ENTRIES PROVIDED ->
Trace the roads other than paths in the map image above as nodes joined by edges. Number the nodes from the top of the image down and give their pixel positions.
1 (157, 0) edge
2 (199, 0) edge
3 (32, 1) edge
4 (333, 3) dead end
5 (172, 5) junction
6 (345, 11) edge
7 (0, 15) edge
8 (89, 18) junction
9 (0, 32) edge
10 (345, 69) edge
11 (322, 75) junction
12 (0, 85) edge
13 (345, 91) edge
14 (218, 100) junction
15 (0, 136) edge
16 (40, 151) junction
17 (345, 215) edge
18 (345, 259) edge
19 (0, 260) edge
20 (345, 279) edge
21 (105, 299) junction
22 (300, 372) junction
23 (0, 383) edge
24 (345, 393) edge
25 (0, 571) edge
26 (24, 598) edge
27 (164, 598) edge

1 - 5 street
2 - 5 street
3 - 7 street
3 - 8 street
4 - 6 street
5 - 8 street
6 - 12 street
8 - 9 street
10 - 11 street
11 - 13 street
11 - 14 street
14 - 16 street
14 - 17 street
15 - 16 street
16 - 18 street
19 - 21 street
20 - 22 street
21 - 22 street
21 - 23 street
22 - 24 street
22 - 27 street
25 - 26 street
* * *
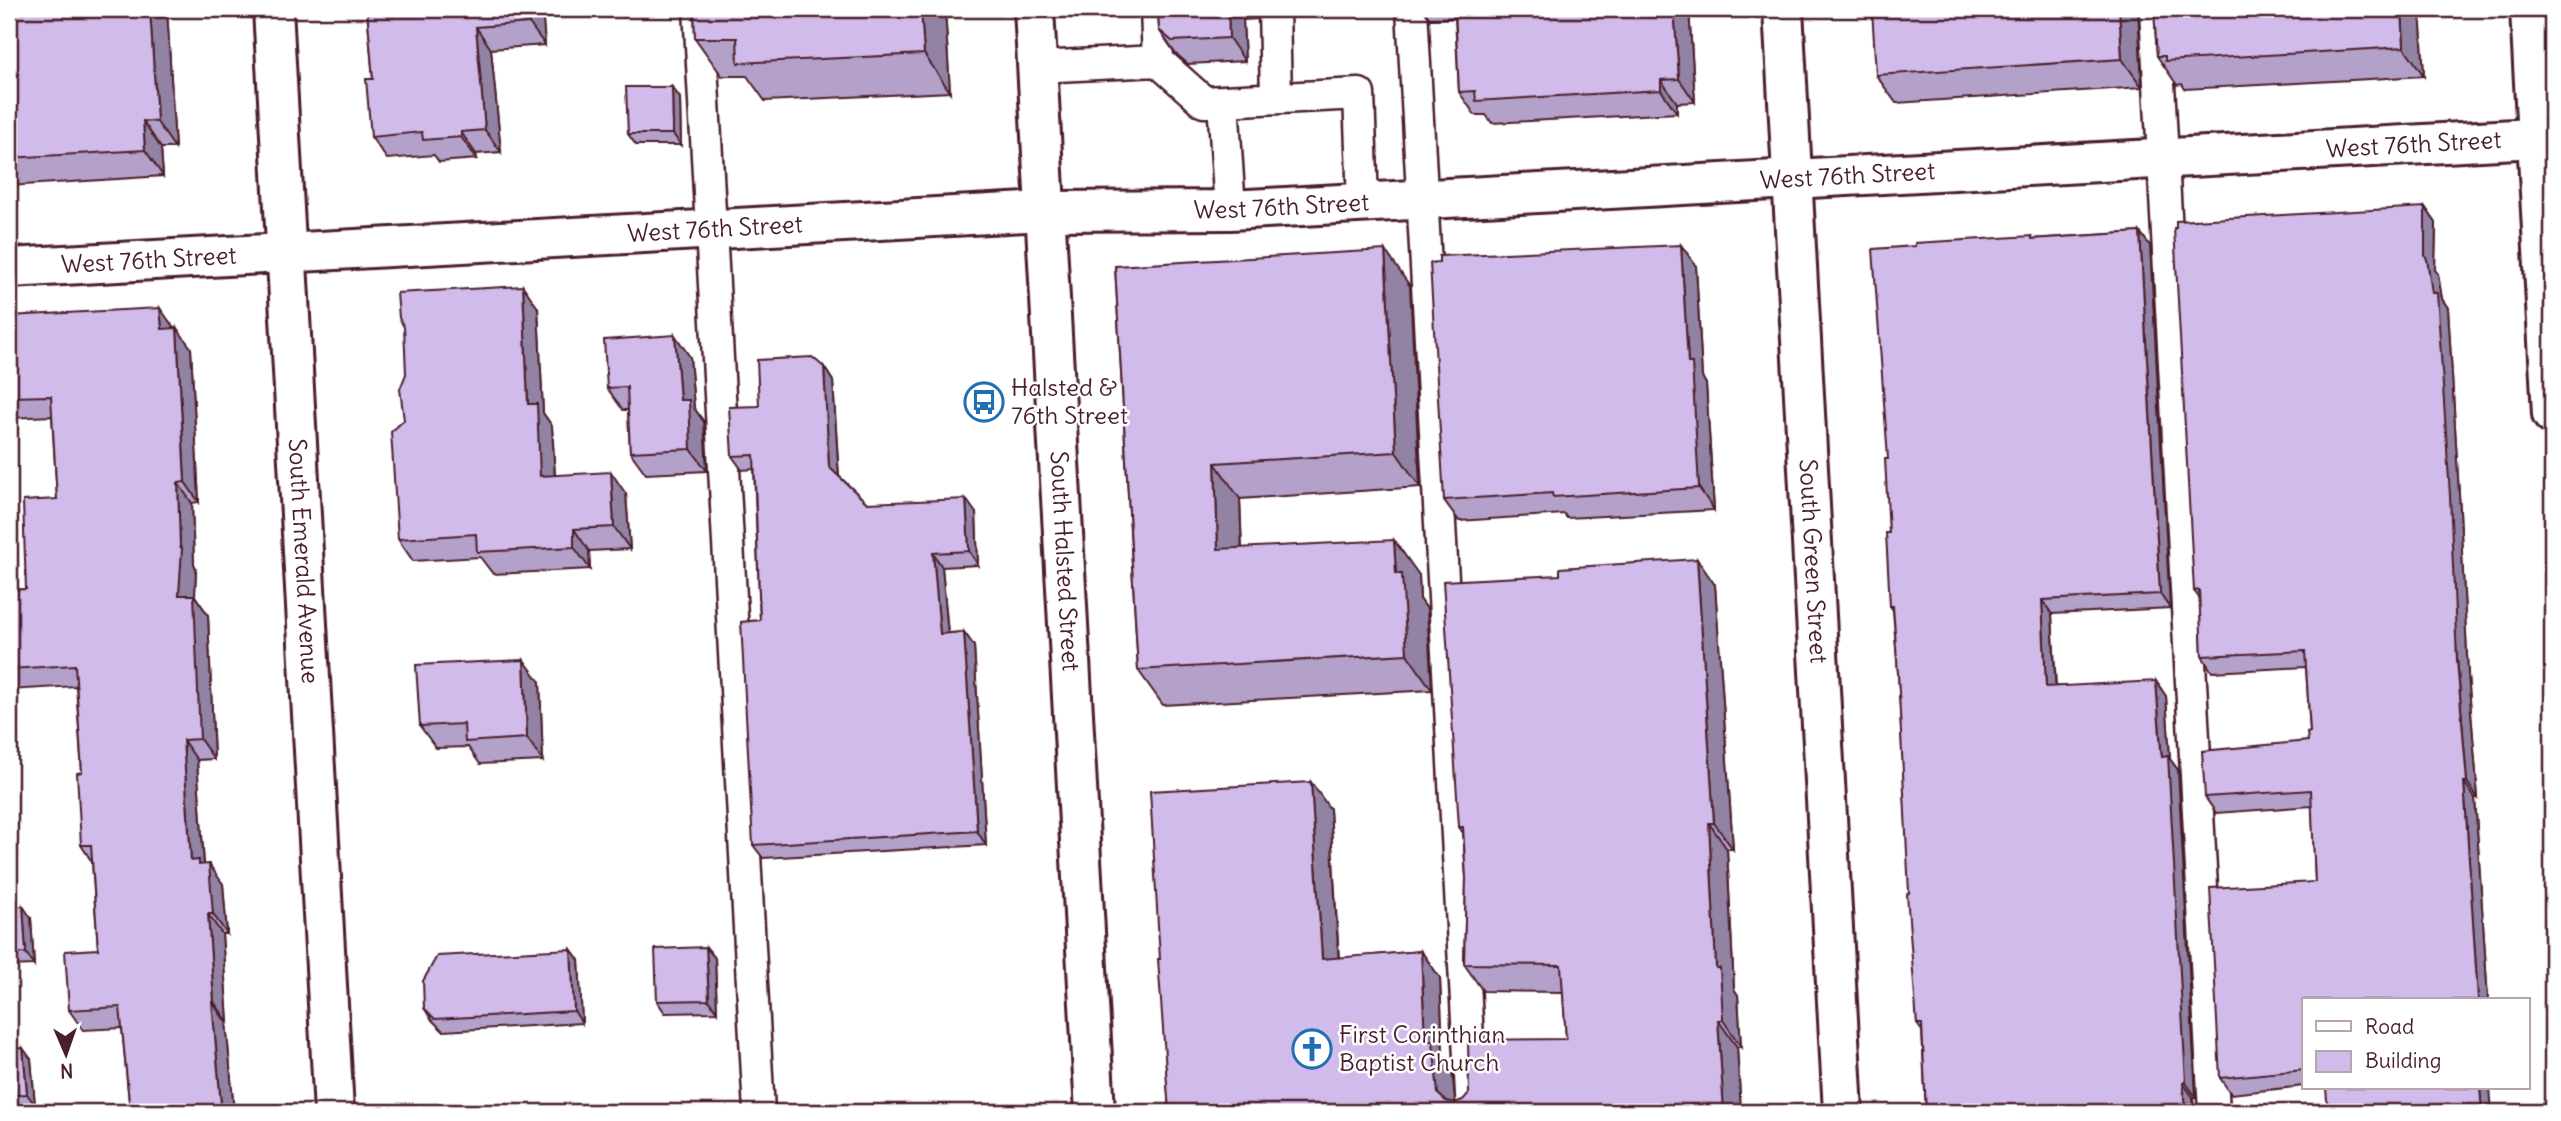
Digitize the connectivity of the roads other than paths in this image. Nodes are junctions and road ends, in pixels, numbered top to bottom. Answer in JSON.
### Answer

WORK TO COMPLETE ->
Which lines of the records above contain the word "Answer"? Report each one in full.

YOUR SOLUTION ->
Digitize the connectivity of the roads other than paths in this image. Nodes are junctions and road ends, in pixels, numbered top to bottom. Answer in JSON.
### Answer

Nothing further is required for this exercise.